(Collected data)
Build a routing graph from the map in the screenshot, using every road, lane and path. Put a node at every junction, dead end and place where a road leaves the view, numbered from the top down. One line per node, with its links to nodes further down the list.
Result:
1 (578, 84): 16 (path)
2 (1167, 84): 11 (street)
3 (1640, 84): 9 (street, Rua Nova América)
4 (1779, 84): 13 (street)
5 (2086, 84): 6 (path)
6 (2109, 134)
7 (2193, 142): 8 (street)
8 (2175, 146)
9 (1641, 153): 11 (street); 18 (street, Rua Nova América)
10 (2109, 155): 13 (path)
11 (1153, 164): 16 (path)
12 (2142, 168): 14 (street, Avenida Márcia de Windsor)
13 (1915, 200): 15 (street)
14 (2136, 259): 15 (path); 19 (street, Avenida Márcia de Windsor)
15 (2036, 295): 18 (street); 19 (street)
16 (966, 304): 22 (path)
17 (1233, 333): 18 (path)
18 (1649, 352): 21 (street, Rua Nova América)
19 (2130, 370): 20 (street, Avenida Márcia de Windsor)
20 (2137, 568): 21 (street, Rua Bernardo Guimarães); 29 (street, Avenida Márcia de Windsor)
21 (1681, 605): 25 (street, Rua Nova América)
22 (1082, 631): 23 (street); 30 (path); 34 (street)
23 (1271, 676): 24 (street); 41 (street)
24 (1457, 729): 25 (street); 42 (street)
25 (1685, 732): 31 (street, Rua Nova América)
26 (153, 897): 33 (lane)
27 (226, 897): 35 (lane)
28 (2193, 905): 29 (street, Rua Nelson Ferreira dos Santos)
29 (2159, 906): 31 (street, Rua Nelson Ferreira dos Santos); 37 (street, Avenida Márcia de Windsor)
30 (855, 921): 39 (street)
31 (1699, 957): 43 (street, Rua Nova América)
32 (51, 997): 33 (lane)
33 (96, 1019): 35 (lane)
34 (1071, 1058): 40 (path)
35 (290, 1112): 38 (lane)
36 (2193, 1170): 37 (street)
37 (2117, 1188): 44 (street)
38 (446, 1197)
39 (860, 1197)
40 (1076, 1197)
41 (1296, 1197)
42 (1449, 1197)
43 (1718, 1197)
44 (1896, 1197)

→ What you will do
Write out every entry word for word.

→ Your response
Build a routing graph from the map in the screenshot, using every road, lane and path. Put a node at every junction, dead end and place where a road leaves the view, numbered from the top down. One line per node, with its links to nodes further down the list.
Result:
1 (578, 84): 16 (path)
2 (1167, 84): 11 (street)
3 (1640, 84): 9 (street, Rua Nova América)
4 (1779, 84): 13 (street)
5 (2086, 84): 6 (path)
6 (2109, 134)
7 (2193, 142): 8 (street)
8 (2175, 146)
9 (1641, 153): 11 (street); 18 (street, Rua Nova América)
10 (2109, 155): 13 (path)
11 (1153, 164): 16 (path)
12 (2142, 168): 14 (street, Avenida Márcia de Windsor)
13 (1915, 200): 15 (street)
14 (2136, 259): 15 (path); 19 (street, Avenida Márcia de Windsor)
15 (2036, 295): 18 (street); 19 (street)
16 (966, 304): 22 (path)
17 (1233, 333): 18 (path)
18 (1649, 352): 21 (street, Rua Nova América)
19 (2130, 370): 20 (street, Avenida Márcia de Windsor)
20 (2137, 568): 21 (street, Rua Bernardo Guimarães); 29 (street, Avenida Márcia de Windsor)
21 (1681, 605): 25 (street, Rua Nova América)
22 (1082, 631): 23 (street); 30 (path); 34 (street)
23 (1271, 676): 24 (street); 41 (street)
24 (1457, 729): 25 (street); 42 (street)
25 (1685, 732): 31 (street, Rua Nova América)
26 (153, 897): 33 (lane)
27 (226, 897): 35 (lane)
28 (2193, 905): 29 (street, Rua Nelson Ferreira dos Santos)
29 (2159, 906): 31 (street, Rua Nelson Ferreira dos Santos); 37 (street, Avenida Márcia de Windsor)
30 (855, 921): 39 (street)
31 (1699, 957): 43 (street, Rua Nova América)
32 (51, 997): 33 (lane)
33 (96, 1019): 35 (lane)
34 (1071, 1058): 40 (path)
35 (290, 1112): 38 (lane)
36 (2193, 1170): 37 (street)
37 (2117, 1188): 44 (street)
38 (446, 1197)
39 (860, 1197)
40 (1076, 1197)
41 (1296, 1197)
42 (1449, 1197)
43 (1718, 1197)
44 (1896, 1197)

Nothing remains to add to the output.